Canada was then training NATO navigators at Stevenson Field, Winnipeg.
Here my luck
held, and I met a young lady destined to have a profound influence on
my future
career. After several years of soul-searching she plucked up courage
and came to
Scotland where we were married in 1961.
After eight years in the Royal Air Force, only charter companies were
hiring navigators
and I didnt fancy that kind of a nomadic life - especially with a
new wife!
So Air Traffic Control offered a way to continue to be close to
aircraft even if
not on the flight deck. I therefore successfully complete air traffic
control training
and spent eight years as an Air Traffic Control Officer with the United
Kingdom
administration, as a Tower/Terminal controller at Prestwick Airport in
Scotland.
A wifely propaganda campaign was waged concerning Canada as a land of
opportunity.
And luck again played her part. A very short window of opportunity
opened when Transport
Canada decided to recruit off-shore to make up for a shortage in
controllers. Another
eight year stint as a controller, this time in the en-route specialty
in Dorval
Area Control Centre. It was here I got the 'working initials" DF.
[they should have been DM, but 'Delta Mike' was already taken.] Anyway, that explains the 'Delta Fox'.
Computers were being introduced into air traffic control, and I was
fortunate to
become a Data Systems Co-ordinator tasked with assisting in the
implementation of
these new systems. Coincidentally, Dorval controllers were often asked
to provide
assistance to the International Federation of Air Traffic Control
Associations (IFATCA)
to fill seats at International Civil Aviation Organization (ICAO)
meetings in Montreal.
My international leanings were re-activated.
After a short time spent back in Ruths home city, Winnipeg, as a Data Systems Coordinator (DSC) in the Winnipeg Area Control Centre.
But when the cold of winter became too much for my foreign blood, we returned to Air
Traffic Control
Headquarters in Ottawa where I where I assumed the role of operational
requirements
specialist, first in communications, and then in flight data
processing. Another
eight years.
Moving into management, as manager of Flight Data Processing
Requirements, I widened
my international duties, through various ICAO agencies, and latterly,
the Civil
Air Navigations Systems Organization (CANSO). I was privileged to be
the Canadian
Member on the ADS Panel of ICAO for almost ten years.
I was happily married to that young Winnipeg girl I met some fifty five
years ago,
the talented artist
Ruth Magel MacLean
, until we lost her to cancer in 2006. We
have two sons who take after their artistic mother.
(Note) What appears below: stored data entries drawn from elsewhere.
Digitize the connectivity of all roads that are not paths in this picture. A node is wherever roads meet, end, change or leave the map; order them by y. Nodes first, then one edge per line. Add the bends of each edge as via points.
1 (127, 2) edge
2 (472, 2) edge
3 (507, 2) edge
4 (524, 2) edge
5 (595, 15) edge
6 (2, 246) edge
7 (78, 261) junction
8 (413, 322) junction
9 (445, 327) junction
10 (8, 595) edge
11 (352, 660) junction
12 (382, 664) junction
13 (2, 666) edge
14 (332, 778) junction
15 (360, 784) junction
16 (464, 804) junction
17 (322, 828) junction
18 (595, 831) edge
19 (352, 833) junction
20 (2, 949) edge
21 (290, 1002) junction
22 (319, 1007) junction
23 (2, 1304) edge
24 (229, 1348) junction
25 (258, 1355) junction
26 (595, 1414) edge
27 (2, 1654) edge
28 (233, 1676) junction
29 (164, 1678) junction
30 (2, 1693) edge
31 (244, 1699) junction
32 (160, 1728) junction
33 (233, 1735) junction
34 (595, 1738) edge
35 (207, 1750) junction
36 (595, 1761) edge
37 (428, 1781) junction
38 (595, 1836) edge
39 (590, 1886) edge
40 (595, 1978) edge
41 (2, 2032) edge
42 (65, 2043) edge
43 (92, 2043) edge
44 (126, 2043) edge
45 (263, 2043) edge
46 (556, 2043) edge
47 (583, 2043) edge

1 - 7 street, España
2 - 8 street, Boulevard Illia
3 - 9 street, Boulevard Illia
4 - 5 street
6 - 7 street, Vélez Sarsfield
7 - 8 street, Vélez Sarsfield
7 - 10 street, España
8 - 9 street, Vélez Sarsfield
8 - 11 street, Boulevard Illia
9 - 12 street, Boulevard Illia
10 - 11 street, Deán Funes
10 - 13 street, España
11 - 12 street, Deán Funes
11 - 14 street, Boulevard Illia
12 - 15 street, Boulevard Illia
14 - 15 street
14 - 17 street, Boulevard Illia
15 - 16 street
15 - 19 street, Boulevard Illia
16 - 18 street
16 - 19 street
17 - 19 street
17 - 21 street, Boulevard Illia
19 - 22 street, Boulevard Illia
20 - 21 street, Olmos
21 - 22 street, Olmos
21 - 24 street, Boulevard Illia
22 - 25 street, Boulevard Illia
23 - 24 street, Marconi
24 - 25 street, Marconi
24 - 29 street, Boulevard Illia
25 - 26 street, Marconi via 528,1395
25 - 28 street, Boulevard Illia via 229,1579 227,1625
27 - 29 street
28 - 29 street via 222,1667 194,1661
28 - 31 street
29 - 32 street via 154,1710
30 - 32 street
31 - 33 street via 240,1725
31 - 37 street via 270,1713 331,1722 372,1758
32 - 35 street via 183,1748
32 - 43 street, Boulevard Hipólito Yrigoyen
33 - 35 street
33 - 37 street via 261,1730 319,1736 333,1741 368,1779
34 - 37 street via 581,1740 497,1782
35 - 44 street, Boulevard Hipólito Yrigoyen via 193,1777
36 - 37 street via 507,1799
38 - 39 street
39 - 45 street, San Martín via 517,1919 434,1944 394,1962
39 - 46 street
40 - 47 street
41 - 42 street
Donald Paul, for
many years
Technical Consultant for Cirque du Soleil, in Las Vegas and latterly in
Macao; and Robert,
who has recently returned to Ottawa after several years of teaching
English as a
second language in Taiwan in order to aquire further qualifications in
Geographical
Information Systems (GIS), while also pursuing a successful DJ career
[as Rob Solo]
in the local and Eastern Canadian club scene.
I have been active in various community and service organisations
[Round Table in
the UK, and Kinsmen in Canada] and latterly have been involved, through
Ruth's Anglican
leanings, with the local branch of the Prayer Book Society. As well, I
am a supporter
of my own church family, Knox Presbyterian Church in downtown Ottawa,
where - for
some unfathomable reason best known to them - I have been made an elder.
When time permits, I try to follow my several hobbies of model
railways, magic and
genealogy, and intend to post pictures from Ruth's considerable '
oeuvre
', and my layout - Kyle of Auchendammit - on
this web page.
Luck has been on my side as I traversed these many career, personal and
family moves.
But I believe some aptitude and ability have also played their parts.